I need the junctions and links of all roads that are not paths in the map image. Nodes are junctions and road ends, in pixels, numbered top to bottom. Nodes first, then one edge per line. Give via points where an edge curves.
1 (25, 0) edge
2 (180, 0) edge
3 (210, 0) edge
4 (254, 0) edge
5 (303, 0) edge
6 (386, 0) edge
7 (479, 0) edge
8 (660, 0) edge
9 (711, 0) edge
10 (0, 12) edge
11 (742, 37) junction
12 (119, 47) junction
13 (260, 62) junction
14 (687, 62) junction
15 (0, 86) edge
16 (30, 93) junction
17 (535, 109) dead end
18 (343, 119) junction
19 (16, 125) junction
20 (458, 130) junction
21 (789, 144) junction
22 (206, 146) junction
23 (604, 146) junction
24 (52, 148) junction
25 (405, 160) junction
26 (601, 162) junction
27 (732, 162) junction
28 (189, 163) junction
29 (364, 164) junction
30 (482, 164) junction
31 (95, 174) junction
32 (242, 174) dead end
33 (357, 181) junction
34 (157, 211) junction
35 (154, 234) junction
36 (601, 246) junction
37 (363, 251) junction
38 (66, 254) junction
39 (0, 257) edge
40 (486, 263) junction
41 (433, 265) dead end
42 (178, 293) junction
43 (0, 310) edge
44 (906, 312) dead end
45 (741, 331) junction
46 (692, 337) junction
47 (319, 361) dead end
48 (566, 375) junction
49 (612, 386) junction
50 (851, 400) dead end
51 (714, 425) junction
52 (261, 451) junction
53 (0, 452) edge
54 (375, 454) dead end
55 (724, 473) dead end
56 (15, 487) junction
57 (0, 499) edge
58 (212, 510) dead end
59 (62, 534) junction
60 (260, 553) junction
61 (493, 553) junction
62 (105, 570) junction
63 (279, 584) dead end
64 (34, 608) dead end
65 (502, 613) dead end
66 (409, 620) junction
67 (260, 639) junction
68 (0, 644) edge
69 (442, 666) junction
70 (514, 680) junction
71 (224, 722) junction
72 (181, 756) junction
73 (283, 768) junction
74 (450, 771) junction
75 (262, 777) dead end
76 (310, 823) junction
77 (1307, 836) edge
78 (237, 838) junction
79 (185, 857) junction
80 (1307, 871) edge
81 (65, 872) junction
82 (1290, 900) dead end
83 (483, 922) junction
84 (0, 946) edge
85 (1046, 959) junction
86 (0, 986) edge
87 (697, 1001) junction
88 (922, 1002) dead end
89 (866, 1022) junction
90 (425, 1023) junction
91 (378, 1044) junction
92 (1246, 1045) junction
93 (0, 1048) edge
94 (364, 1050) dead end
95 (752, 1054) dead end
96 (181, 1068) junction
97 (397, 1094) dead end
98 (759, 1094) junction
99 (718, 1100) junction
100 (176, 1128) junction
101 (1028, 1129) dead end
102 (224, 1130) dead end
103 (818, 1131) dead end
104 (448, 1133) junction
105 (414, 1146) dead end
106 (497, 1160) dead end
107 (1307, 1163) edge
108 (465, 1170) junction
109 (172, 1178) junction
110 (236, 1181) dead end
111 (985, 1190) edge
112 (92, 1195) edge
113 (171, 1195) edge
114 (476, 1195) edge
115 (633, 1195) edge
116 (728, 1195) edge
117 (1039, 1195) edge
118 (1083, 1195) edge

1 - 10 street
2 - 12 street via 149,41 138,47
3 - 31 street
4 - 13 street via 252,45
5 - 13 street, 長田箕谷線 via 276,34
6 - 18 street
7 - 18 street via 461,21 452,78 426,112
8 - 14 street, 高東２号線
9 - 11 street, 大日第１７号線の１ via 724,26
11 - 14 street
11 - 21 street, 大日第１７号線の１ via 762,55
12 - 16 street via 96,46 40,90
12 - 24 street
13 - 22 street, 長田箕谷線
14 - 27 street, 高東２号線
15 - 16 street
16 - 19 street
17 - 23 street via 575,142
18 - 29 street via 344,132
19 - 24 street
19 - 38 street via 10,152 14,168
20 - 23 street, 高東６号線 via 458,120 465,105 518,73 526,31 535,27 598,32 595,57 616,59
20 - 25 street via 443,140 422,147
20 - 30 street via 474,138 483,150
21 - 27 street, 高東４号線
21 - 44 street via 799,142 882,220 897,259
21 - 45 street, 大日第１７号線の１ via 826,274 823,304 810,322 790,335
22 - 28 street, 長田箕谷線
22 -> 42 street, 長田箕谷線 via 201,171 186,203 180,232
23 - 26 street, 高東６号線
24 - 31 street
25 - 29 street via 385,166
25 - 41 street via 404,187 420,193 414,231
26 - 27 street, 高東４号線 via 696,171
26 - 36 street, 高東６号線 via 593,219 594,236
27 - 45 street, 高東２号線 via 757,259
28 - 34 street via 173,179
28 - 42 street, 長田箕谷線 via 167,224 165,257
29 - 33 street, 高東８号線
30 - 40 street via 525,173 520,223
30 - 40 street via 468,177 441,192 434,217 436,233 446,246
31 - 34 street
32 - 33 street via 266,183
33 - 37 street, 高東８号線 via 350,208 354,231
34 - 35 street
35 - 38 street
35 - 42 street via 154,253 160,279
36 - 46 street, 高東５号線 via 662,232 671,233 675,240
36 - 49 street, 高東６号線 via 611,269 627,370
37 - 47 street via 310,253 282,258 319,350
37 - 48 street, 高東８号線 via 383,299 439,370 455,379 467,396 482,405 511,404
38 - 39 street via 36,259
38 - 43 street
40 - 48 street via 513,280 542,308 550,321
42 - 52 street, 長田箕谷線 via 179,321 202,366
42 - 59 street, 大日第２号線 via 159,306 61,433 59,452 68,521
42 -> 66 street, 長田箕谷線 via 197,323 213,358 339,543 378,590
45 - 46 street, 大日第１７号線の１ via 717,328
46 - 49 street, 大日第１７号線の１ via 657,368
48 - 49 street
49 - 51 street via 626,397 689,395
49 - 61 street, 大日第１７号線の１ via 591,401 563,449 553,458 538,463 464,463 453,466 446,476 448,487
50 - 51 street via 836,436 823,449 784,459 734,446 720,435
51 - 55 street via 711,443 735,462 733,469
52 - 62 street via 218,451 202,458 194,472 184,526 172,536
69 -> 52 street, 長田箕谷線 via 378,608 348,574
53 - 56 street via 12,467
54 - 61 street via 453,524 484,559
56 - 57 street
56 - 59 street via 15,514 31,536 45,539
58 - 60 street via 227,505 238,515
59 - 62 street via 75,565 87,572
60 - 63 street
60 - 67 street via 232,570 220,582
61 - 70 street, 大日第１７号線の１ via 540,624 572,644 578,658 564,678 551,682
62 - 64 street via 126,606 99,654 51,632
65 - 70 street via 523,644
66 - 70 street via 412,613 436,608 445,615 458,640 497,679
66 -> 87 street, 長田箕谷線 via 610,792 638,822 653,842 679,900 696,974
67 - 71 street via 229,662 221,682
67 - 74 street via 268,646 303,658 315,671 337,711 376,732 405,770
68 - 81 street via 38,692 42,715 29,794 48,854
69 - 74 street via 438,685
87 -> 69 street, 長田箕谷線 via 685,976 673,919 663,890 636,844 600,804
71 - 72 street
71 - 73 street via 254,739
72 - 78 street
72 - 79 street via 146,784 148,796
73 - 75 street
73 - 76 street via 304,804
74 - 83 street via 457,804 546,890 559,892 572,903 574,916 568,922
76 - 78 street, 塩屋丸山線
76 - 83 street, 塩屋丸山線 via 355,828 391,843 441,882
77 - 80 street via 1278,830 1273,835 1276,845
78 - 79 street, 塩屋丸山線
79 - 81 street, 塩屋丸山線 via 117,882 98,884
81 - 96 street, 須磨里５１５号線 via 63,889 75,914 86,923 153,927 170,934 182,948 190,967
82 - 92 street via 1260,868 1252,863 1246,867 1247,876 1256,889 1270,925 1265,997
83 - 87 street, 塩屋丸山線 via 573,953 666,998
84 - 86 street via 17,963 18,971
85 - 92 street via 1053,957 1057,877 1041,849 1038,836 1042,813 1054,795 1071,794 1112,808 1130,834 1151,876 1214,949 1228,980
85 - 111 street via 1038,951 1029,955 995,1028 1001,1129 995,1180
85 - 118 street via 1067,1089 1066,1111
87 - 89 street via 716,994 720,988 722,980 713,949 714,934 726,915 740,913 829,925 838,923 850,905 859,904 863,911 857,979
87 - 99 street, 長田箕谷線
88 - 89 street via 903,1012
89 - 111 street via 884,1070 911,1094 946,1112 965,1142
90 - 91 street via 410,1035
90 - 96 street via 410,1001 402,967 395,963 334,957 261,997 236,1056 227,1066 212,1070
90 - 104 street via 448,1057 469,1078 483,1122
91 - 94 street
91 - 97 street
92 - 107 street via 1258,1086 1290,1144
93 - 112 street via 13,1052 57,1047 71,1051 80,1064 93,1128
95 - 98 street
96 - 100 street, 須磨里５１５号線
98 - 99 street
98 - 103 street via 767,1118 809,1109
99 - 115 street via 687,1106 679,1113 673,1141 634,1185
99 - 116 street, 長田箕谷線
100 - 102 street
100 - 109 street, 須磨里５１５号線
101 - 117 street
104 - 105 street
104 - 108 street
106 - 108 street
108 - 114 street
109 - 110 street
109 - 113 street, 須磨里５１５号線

◆ **TASK DIRECTIONS**
Nothing but a number is expected here: how many lines above include the string "塩屋丸山線".

◆ **ANSWER SECTION**
5